Foi para isto que ele veio, pensou ela tristemente. Excitamento. O
tentador que Eva encontrou no Jardim possui mil maneiras diferentes para
convencer as pessoas a se apartarem de Deus, e Ben já se encontra
ofuscado. Mas o que havia ele dito? Que após essa noite ele talvez
retornasse ao lar, e então a levaria consigo? Ela sabia que iria com ele. De
volta a Havilá. De encontro às quietas noites ao longo do grande e
brilhante rio, sob o seguro retiro do carinhoso cuidado de Ben — para
sempre. Ali ela daria à luz filhos que se assentariam à mesa de Sepp, e
nunca mais ela se sentiria diferente e solitária. Decidiu dirigir-se a seu
próprio jardim com muros de pedra, afastando-se dos risos rouquenhos e
das canções que denotavam embriaguez, afim de poder orar. Entretanto,
ao adentrar àquele sítio fresco e solitário, não lhe foi possível penetrar na
calma presença de Deus.

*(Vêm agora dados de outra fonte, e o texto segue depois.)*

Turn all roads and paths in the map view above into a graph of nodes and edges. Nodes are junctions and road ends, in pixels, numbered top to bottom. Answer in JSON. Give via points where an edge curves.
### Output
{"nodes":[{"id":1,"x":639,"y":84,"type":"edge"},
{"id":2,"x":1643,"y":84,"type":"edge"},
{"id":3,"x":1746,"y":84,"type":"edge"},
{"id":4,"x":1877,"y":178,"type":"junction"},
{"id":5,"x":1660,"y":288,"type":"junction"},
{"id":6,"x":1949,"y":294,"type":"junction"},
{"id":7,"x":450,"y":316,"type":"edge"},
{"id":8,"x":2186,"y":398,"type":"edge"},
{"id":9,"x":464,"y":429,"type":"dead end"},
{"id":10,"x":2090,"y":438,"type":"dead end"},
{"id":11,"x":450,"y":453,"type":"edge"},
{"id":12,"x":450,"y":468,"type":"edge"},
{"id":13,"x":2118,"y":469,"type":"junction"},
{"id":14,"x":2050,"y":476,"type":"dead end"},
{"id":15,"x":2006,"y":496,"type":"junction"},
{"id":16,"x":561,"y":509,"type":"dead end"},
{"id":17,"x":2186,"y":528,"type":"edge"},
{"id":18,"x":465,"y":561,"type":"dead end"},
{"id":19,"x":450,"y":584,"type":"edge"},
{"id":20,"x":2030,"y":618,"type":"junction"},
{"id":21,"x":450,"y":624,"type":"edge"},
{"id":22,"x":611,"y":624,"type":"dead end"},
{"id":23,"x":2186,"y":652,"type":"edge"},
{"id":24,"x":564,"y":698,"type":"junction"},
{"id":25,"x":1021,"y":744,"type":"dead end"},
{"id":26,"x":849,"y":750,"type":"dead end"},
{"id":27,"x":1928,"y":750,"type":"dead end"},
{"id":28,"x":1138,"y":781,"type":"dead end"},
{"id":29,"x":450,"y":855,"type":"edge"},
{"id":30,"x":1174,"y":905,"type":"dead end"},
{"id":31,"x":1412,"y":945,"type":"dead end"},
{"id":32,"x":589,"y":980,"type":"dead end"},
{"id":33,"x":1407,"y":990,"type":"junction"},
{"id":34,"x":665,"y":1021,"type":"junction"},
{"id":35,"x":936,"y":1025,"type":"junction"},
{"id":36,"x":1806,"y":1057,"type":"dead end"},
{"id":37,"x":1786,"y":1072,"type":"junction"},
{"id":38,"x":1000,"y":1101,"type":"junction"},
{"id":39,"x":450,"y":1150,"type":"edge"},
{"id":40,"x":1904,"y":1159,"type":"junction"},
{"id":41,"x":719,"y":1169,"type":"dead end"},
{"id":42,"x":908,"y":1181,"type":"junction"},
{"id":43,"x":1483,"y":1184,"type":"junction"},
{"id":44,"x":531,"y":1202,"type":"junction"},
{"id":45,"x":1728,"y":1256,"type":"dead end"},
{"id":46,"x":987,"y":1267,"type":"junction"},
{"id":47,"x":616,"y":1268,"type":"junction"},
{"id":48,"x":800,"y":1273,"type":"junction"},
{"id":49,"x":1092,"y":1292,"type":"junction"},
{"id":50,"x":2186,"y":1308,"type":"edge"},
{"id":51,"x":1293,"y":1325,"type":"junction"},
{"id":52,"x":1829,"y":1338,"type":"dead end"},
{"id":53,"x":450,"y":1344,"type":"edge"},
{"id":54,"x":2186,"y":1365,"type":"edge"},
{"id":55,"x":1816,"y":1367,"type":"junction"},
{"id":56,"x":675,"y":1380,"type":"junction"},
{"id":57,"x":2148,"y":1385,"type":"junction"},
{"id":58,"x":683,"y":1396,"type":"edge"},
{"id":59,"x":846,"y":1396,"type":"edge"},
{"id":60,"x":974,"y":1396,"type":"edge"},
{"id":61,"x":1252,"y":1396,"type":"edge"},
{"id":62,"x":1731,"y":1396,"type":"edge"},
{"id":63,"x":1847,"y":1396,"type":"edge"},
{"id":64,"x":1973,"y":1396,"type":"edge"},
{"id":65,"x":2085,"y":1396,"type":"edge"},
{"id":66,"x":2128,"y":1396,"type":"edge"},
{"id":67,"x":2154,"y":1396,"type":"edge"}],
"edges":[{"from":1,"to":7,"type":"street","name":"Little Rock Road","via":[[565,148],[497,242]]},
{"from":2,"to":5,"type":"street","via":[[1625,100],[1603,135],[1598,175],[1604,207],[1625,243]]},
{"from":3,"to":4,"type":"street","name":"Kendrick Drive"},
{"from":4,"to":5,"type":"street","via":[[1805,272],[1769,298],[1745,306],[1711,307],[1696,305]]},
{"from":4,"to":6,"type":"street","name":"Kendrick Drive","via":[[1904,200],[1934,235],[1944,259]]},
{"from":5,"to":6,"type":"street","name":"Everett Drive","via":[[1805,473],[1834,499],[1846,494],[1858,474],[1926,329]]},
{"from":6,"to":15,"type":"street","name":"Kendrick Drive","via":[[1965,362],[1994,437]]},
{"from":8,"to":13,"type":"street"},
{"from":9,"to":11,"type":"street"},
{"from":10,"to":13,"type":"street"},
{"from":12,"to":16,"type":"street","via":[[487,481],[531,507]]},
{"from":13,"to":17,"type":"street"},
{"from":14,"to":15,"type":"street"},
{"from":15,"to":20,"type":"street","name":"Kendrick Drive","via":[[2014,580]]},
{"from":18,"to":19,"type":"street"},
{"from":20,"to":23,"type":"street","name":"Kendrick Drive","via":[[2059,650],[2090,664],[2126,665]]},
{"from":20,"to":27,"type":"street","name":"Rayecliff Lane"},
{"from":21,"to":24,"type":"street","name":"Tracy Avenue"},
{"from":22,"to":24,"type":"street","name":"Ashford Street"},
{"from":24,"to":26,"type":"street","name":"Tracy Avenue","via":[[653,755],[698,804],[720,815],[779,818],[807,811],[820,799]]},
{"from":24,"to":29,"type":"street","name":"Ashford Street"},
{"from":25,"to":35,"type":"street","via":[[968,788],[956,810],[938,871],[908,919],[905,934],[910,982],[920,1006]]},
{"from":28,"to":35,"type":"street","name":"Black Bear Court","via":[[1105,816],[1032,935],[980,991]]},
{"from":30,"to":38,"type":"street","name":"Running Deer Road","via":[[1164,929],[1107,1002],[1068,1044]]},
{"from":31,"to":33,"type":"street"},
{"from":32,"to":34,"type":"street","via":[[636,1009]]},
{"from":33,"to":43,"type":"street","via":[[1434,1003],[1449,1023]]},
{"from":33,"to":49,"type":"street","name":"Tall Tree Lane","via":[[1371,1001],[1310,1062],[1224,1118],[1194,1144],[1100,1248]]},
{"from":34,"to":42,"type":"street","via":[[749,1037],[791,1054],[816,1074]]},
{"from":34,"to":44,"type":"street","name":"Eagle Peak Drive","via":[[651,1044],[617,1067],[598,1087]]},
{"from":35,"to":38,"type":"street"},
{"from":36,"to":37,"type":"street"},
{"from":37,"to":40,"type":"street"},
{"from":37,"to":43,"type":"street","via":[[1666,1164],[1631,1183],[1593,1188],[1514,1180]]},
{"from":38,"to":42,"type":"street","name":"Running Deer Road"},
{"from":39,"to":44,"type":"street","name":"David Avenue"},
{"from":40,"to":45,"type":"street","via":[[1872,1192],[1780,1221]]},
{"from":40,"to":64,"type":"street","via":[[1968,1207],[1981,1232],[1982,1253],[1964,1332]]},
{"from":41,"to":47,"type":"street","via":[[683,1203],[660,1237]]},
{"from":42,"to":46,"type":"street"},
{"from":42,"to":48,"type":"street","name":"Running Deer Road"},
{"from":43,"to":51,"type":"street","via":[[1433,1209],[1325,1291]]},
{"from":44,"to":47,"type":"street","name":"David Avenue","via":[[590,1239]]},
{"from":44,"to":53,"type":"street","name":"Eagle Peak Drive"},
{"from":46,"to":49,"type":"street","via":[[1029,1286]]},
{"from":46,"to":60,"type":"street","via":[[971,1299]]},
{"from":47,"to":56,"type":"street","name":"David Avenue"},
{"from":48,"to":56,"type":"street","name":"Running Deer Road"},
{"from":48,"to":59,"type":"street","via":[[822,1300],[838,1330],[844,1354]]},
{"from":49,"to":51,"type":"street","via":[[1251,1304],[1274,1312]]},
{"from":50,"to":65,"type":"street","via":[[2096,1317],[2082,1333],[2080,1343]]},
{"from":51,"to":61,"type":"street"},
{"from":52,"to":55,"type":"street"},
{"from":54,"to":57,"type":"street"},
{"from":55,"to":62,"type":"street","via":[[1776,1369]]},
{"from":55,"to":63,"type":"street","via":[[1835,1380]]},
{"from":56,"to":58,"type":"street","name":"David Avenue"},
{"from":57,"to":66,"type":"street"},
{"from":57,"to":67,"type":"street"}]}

Algo dentro dela, firmemente entretecido e
prometedor, rejeitou, pela primeira vez, a paz daquele seu pacífico
recanto. De alguma forma ela sentiu que aquilo que ela entretinha ali com
seu Deus, poderia custar-lhe elevado preço. Não foi capaz de orar aquela
noite; em vez disso, sentou sobre uma grande pedra arredondada, ao lado
do pequeno regato que murmurejava por sobre e em torno das rochas.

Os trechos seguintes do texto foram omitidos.